Здравые смыслы — страница 22 из 77

«По смущенным и хмурым комментариям самого Шемякина, дебош случился в результате совместного запоя с его другом Владимиром Высоцким. Оба запойных таланта (…) допились в этот раз до того, что Шемякин влез на крышу движущегося такси и якобы размахивал на крыше саблей, требуя, чтобы его везли на Rue Jacob, в галерею Дины» («Книга мертвых – 2. Некрологи»).

Главное тут, конечно, не пьянка и сабля, эка невидаль, а дефиниция – «таланты». Лимонов всегда иронизировал над богемными ярлыками, согласно которым все в компании напропалую «гении»; потому «талант» – у него дорогого стоит. Даже с эпитетом «запойный» и тридцать с хвостиком лет как посмертно.

Эдуард в последние годы только и делает, что сближается и смягчается: «Сочтемся славою, ведь мы свои же люди».

Действительно, свои. Поэты русские и уже, наверное, вечные.

Европа Шарикова и Преображенского. О главном учебнике народной политологии

Отечественная интеллигенция весьма преуспела, подсадив народ на одно из главных своих евангелий – повесть Михаила Булгакова «Собачье сердце».

С другими прослоечными евангелистами так не получилось. Давайте навскидку. Дилогия Ильфа-Петрова? Но за полвека (считая от советских 60-х) романы про Остапа Бендера так прочно укрепились в народном сознании, что интеллигенции остается лишь конфузливо морщиться. «Совок, совок!» – попрекала меня одна живописная старая хиппи за обороненную в беседе цитату.

Стругацкие? Но тут скорей обратный процесс – увод вполне популярных книжек в высоколобые сферы; процесс убедительно иллюстрирует посмертный фильм Германа-старшего «Трудно быть богом». И процесс по-своему закономерный: дабы убедительней звучало мелкое философствование на глубоких местах (про торжество серости как условие прихода к власти черных, про орла нашего дона Рэбу; про то, что умные не нужны, а надобны верные) – круг должен быть узок, а далекость от народа – страшной.
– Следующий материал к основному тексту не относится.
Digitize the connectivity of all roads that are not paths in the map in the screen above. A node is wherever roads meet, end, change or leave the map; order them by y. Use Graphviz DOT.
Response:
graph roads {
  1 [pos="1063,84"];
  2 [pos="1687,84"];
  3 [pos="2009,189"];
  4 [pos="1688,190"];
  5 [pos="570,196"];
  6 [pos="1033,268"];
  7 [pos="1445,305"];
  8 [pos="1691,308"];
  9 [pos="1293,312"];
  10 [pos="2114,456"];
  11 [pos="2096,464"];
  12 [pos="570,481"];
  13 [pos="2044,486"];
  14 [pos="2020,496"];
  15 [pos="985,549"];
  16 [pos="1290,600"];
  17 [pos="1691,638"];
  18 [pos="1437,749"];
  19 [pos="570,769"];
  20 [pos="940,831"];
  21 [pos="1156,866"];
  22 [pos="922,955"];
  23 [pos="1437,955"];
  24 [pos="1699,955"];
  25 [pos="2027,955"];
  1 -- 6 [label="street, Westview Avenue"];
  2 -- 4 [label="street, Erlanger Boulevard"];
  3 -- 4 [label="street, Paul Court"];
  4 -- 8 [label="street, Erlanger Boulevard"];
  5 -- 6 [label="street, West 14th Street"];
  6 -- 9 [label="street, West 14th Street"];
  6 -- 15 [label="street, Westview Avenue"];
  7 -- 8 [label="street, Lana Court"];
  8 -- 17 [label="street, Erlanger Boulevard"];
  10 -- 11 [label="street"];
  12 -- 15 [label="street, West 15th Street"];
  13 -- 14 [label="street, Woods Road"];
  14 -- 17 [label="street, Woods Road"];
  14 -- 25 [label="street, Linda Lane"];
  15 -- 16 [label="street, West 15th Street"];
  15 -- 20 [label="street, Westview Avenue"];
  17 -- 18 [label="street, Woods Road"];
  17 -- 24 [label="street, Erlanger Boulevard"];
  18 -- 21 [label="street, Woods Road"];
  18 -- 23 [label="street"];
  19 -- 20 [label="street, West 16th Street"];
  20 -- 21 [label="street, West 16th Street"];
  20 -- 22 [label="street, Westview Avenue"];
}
«Доктор Живаго»? Не смешите. «Архипелаг ГУЛАГ»? Народ не читал, но знает, что много вранья. Да что там, даже «Иван Денисович» из евангелия превратился в тему для сочинений.

Остается, пожалуй, «Мастер и Маргарита», но ненадолго, снижение культового статуса налицо, равно как и возрастная миграция – в разряд литературы для юношества. А там и до детского разряда недалеко, что справедливо: детская книжка «Мастер и Маргарита» пусть и уступает, на мой взгляд, таким детским книжкам, как «Остров сокровищ» и, скажем, «Приключения Гекльберри Финна», все равно чудо как хороша. Если не путать ее с настоящим Евангелием и не отвлекаться на общий генезис 20-х годов. Иначе от мифа об уникальности «МиМ» мало чего останется.

Таким образом, «Собачье сердце» в рассуждении национального согласия – явление практически безальтернативное. И тем загадочное.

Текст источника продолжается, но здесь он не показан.